Straits Times 24.02.04

SIA pilots pledge amicable solution
'What we have agreed with the company will be honoured'

By Zuraidah Ibrahim


SINGAPORE Airlines pilots appear to have averted a showdown with the Government after assuring Senior Minister Lee Kuan Yew that they want to settle their differences with management amicably.

That commitment is clear in an exchange of letters between them, which Mr Lee made public last night.

Pilots union chief Mok Hin Choon has promised that the union's approach will be one of 'cooperation and not confrontation'.

'We will keep it 'in the family' and avoid, as far as possible, taking the issue public and airing it in the media,' he said in his Jan 16 letter.

Replying on Feb 9, Mr Lee welcomed that positive approach, saying he was encouraged by their commitment to work with management and negotiate 'in the family'.

He is expected to meet the pilots this week.

The letters come after three months of stern warnings by the Government that it would not countenance a defiant pilots' union.

It had viewed with alarm the SIA pilots' ouster of their union leadership last November, a move which suggested that the union was preparing to take a more confrontational line and become more militant in its demands.

Captain Mok became president of the new team that was elected.
Over the months that followed, Mr Lee warned the pilots on at least three occasions to rethink their stance.

In his Jan 16 letter, Capt Mok said he believed Mr Lee's 'timely intervention' would result in a workable framework for SIA.

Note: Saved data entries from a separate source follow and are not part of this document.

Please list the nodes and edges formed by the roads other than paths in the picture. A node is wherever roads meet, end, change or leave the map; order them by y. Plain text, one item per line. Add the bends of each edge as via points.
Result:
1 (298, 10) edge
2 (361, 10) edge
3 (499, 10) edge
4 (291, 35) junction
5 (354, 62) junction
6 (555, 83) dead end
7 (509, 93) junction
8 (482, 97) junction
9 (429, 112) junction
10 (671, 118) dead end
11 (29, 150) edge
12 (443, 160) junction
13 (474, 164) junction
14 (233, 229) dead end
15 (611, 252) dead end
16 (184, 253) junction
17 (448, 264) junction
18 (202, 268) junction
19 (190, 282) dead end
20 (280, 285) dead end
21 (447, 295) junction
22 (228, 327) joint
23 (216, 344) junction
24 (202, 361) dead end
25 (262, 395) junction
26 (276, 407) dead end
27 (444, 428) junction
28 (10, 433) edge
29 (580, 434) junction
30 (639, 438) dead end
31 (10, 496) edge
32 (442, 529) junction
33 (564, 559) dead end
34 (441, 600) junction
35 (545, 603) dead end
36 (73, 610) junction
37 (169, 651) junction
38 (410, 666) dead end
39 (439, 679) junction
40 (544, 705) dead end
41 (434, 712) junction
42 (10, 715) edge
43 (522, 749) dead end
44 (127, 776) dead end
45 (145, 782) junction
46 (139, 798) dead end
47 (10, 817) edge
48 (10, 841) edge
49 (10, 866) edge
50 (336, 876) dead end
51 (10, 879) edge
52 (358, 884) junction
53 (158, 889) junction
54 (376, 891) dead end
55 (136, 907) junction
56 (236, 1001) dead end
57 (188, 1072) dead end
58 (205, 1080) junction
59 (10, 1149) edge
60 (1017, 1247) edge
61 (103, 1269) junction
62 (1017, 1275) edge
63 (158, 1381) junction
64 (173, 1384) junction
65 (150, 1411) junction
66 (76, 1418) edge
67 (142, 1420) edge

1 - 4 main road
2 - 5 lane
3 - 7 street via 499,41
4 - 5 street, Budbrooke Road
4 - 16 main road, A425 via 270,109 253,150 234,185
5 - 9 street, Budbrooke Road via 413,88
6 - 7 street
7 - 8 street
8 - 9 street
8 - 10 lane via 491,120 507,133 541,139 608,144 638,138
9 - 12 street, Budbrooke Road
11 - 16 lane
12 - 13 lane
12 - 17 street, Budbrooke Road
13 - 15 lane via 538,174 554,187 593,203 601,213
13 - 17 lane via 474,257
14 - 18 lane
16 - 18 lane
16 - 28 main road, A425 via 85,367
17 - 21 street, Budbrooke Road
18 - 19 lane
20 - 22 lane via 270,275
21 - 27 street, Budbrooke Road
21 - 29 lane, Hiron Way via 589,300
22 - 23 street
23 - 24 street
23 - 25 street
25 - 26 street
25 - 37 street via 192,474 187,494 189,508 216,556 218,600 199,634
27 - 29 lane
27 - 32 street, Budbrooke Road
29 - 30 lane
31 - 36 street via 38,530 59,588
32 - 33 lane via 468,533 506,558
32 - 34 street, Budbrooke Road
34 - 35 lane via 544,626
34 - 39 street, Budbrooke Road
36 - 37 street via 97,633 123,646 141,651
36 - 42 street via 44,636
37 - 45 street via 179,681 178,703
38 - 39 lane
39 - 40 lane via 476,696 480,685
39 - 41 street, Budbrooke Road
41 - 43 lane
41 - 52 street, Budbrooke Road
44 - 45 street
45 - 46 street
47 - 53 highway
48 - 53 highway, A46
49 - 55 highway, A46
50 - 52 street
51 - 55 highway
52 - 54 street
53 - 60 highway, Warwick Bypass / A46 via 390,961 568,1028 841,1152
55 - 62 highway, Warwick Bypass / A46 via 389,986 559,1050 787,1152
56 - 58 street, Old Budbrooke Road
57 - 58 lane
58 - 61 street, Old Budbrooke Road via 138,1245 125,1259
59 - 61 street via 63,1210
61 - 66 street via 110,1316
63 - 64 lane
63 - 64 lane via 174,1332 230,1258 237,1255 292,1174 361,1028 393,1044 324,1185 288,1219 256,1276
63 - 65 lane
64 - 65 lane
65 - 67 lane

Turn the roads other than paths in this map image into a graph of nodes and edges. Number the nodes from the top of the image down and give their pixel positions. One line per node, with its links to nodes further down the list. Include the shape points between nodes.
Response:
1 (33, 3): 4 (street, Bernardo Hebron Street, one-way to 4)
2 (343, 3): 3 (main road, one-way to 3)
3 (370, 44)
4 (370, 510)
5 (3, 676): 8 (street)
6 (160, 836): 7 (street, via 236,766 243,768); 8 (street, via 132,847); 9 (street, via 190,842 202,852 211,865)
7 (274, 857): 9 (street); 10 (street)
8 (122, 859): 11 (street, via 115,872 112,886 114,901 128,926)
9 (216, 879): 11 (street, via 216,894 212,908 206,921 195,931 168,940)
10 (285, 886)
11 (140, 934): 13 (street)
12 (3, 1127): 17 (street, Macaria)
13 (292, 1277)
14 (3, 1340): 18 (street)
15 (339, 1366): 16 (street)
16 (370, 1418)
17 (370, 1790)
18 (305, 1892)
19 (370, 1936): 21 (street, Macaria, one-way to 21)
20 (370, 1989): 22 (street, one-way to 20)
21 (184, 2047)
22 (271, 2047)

Making clear that his team would not press for restoration of pre-Sars salaries, a widely expected move, he said: 'What we have agreed with the company will be honoured.'

His council supports a more flexible wage structure as laid out by the National Wages Council and, he promised, will not benchmark pilots' salaries against those of the most highly paid international pilots.

These commitments are significant as the pilots and management are negotiating a new collective agreement as the last one expired in December.

Noting what Capt Mok had pledged would help keep SIA competitive, Mr Lee explained in his reply that he had intervened because he believed something was fundamentally wrong when the union members disavowed an agreement over wage cuts which they had earlier endorsed.

'That they did so betrayed a lack of appreciation of the severe challenges SIA and our aviation industry are up against,' Mr Lee said.

He noted that SIA needed to earn at least $900 million in after-tax operating profit just to cover its cost of capital. As a group, it had to make at least $1.4 billion after tax.

While this was not easy, it could be done if everyone worked together, he said.

He favoured a flexible wage structure that enabled pilots and all other staff to share in the profits of the company. They should also move away from seniority-based wages and peg more of their pay to company and individual performance.

He also set out the aviation landscape that had been permanently changed with the emergence of low-cost carriers, more open skies in Asia, new long haul carriers that could bypass Singapore and SIA-wannabes emulating its services. There may even be low-cost long-haul carriers, he said.

'These changes will erode SIA's position as a price leader out of Singapore. SIA will become a price-taker, and not a price-maker.'
It may no longer be able to charge a large premium and its yields will go down.

Against such a backdrop, for SIA to succeed, there must be a new climate of mutual confidence and partnership between management and the pilots union.

'Both have to break with the past,' he said, adding that now with a new chief executive officer and new union leadership, there was an opportunity for a fresh start.

With his letter, Captain Mok also attached a note detailing six sets of grievances that he said had hit morale.

These included the pay cuts which pilots had to take during Sars and hearing 'insensitive' news that management was removing caps to its share options; the pay cuts they took after the 9-11 terror attacks; the increase in management numbers while pilots were told to be lean; and the retrenchment criteria of pilots that did not put Singaporean pilots above those overseas.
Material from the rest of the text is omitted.